Sedikit perkenalan mengenai algoritma optimisasi koloni semut.
Jadi begini. Ada algoritma yang dinamakan Ant Colony Optimisation (ACO). Katakan sekelompok semut ingin berburu makanan di N dan membawanya ke sarang F dengan peta seperti tergambar di bawah ini. Tiap kali semut berjalan, ia akan meletakkan feromon di tanah yang menarik semut berikutnya untuk mengambilnya. Ini adalah cara berkomunikasi secara stigmergis, yaitu dengan memodifikasi lingkungan.

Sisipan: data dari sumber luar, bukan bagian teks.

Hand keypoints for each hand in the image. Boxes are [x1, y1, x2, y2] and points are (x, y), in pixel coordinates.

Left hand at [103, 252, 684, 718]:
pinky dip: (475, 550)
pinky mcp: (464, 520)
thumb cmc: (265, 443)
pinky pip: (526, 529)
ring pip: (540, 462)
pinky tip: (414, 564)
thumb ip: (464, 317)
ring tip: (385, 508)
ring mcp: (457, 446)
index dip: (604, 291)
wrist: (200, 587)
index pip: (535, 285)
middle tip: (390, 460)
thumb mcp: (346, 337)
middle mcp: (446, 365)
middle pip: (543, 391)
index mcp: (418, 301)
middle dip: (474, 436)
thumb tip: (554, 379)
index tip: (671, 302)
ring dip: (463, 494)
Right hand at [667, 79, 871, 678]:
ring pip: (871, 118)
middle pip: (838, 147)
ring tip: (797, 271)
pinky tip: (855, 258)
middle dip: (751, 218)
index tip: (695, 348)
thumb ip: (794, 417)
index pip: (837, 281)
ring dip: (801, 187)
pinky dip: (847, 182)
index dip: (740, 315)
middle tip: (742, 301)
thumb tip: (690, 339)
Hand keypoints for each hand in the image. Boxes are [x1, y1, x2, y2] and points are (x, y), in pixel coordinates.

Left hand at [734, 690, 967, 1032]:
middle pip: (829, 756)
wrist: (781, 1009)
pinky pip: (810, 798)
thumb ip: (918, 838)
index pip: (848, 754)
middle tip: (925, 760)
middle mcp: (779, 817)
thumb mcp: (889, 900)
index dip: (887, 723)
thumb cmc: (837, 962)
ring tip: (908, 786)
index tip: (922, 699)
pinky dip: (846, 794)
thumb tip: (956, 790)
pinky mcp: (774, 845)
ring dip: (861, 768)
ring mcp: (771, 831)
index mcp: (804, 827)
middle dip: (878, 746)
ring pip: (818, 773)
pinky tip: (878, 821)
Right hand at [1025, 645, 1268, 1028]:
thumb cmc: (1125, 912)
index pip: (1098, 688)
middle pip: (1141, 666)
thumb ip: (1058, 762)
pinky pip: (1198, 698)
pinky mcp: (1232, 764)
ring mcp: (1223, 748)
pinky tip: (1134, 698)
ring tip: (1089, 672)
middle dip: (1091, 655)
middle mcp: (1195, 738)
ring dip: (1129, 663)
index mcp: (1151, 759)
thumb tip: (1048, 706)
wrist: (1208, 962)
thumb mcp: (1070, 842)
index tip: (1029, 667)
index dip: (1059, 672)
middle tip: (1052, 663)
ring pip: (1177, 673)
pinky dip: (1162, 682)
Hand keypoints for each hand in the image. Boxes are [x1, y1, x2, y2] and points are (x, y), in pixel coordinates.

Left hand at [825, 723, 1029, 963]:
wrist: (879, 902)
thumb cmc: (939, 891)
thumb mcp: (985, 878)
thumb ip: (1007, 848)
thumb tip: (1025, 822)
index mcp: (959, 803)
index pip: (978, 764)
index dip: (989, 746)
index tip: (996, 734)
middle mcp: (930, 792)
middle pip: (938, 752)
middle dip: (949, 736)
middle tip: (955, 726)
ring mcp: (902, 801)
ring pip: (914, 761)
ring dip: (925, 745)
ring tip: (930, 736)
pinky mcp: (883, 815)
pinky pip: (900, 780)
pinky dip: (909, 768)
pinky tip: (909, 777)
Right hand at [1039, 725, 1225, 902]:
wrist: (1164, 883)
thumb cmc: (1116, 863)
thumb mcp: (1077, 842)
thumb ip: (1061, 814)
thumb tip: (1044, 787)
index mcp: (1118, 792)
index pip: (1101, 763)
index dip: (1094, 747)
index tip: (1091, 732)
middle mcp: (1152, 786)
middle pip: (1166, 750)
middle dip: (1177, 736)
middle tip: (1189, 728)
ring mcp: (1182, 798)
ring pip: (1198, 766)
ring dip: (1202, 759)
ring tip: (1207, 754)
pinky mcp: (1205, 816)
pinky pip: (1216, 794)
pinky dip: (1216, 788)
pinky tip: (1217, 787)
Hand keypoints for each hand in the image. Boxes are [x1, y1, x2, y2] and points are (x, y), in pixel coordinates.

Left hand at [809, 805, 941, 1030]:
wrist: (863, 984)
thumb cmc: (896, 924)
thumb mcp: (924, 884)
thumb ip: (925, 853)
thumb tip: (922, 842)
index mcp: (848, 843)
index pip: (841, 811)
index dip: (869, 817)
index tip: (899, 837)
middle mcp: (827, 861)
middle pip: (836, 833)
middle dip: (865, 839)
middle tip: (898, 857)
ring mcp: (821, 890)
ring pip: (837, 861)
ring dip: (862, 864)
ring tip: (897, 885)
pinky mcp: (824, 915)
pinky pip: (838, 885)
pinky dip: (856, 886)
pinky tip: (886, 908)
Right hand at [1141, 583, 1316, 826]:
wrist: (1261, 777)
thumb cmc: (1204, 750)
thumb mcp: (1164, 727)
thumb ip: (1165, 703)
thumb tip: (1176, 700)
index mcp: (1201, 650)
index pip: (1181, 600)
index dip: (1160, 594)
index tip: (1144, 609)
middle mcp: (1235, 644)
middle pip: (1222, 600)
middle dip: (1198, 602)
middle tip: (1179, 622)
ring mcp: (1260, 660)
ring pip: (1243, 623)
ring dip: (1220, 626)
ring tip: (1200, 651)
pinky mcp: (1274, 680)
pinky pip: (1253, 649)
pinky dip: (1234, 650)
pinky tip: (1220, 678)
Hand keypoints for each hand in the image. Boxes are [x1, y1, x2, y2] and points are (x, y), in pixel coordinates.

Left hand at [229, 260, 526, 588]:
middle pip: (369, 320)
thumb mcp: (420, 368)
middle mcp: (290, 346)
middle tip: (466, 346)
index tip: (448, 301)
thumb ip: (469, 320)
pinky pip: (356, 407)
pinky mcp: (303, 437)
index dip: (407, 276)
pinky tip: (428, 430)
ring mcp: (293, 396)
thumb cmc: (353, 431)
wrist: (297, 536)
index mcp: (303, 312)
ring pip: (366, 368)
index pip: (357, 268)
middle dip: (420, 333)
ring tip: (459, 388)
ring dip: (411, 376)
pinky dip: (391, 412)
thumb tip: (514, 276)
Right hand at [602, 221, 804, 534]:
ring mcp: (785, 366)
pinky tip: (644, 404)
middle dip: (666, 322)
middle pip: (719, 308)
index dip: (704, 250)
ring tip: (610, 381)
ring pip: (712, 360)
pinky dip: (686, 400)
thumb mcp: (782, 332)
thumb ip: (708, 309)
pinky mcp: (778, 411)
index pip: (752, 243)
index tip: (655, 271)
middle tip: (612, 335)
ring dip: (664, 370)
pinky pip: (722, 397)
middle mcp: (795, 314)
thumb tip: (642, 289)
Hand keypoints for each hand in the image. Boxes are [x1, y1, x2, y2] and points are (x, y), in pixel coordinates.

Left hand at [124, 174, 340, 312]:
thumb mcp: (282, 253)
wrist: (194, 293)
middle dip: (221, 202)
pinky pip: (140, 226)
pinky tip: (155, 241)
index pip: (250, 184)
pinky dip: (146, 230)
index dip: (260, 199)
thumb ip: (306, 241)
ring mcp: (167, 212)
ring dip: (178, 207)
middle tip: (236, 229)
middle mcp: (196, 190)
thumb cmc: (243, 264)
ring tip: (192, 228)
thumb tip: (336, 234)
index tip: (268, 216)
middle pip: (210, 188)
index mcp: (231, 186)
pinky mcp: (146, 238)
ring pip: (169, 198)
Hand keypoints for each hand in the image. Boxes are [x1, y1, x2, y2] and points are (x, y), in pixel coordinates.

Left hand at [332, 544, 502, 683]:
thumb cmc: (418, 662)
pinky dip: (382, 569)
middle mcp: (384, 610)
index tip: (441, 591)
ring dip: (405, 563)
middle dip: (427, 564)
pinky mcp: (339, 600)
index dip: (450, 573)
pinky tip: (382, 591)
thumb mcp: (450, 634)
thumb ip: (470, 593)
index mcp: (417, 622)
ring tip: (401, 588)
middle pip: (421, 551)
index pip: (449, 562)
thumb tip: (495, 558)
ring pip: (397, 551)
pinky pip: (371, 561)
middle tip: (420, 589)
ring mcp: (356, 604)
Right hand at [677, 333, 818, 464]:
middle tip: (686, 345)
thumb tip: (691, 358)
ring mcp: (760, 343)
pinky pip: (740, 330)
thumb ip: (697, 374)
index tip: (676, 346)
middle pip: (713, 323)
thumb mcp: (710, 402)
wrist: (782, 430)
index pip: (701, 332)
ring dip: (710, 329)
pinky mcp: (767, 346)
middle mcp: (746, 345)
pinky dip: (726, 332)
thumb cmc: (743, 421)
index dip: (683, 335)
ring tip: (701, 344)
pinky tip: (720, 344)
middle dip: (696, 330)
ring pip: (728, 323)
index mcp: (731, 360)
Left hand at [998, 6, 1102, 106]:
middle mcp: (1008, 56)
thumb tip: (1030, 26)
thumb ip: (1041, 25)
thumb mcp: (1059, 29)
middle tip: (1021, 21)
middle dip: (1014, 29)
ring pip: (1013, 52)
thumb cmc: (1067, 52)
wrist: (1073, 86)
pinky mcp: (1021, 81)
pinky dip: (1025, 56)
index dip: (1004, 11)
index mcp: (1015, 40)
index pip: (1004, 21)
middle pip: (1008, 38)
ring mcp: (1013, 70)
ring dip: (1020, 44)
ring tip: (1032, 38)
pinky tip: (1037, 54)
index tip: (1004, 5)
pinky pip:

Pada tahap awal pencarian, semut-semut akan menunjukkan pola pemilihan jalur yang acak. Secara teoritis, probabilitas seekor semut untuk memilih jalur yang tersedia (misalnya dalam gambar di bawah ini ada 4) adalah 100% dibagi jumlah jalur. Namun, karena satu dan lain hal™, semut-semut cenderung memilih salah satu jalan. Akibatnya, feromon di jalur itu menjadi lebih banyak daripada feromon di jalur lain, dan pada kondisi akhir, mayoritas semut hanya akan melewati satu jalur.
Nah, algoritma ini juga bisa dipakai di Computer Science, misalnya untuk mencari jalur terpendek dari satu titik ke titik yang lain jika diketahui suatu graf yang memuat noktah-noktah yang mewakili lokasi dan jalur yang menghubungkan noktah-noktah tersebut. Teknik ini secara umum pertama kali diajukan oleh Marco Dorigo, yang sekarang menjadi profesor di Université Libre de Bruxelles, pada disertasi PhD-nya di Politecnico di Milano pada 1991. Seiring berjalannya waktu, algoritma ini terus dikembangkan dan variannya banyak diajukan. Salah satu implementasinya adalah Short-ACO (S-ACO). Pada teknik ini, semut secara eksplisit memiliki 2 “mode”, yaitu mode forward ketika mencari makanan, dan backward ketika kembali ke sarang. Beberapa perkembangan lain pada teknik ini adalah penghapusan kalang (jika ada) sesuai urutan jalur yang ditempuh semut, pemilihan jalur secara probabilistis ketika semut pada mode forward (pada mode ini semut tidak menjatuhkan feromon), intensitas feromon berdasarkan kualitas makanan, dan penguapan feromon yang mempengaruhi jumlah semut yang melewati sebuah jalur.
Wis semene dhisik. Ngantuk. Koreksi dipersilakan, dan terima kasih.
Kalau minta saus, silakan klik gambar di atas. 🙂
Referensi: Ant Colony Optimization
NB: Matur nuwun nggo si tong nyaring nanging berisi sing marakke aku krisis eksistensial njur sinau bab iki. Kowe wong Singapur, masiyo Cino nanging mungkin iso Boso Melayu. Ning rak kowe ra iso Basa Jawa to?
Empat jam cuma habis satu bab. 😥
Duh jadi inget, dulu
dan sekarangsaya sering iseng menghalangi barisan semut yang lagi jalan berderetan dengan naro benda di antaranya, supaya barisan itu putus 😆 . Menarik mengamatikebingunganapa yang dilakukan semut-semut itu 😛*oot* saya menghalangi semutnya pake bedak…
*digampar lambrtz*
muahahahaa… haleluya 😎
Ternyata itu melibatkan feromon… Selama ini kukira hanya komunikasi pake gesekan antena kalo ketemu semut lain saja. 😀
@Mizzy, itikkecil
Kejam! 😈
@itikkecil
Ee gakpapa kok kalau mau OOT, siapa tahu malah jadi ide baru.
@S™J
Wakaka fokusnya ke sono. 😆
@jensen99
Saya juga baru tahu waktu baca itu buku. 😀
untung algoritma macam beginian nggak diaplikasikan di bidang studi saya. kalo enggak, per segmen nggak bisa ditrace untuk pencarian jalur berdasarkan waktu tempuh tercepat dan jarak terdekat
dalam jagad coding-mu, ini murni simulasi independen atau butuh data dasar berbasis line? kalo versi kami, coding memang ada sebagai dasar proklamasi dan eksekusi, tapi tetep dengan membaca atribut pada data dasar format vektor bertipe line, dimana dalam salah satu atributnya ada field numerik berisi informasi segmen length dan field numerik yang mewakili waktu tempuh.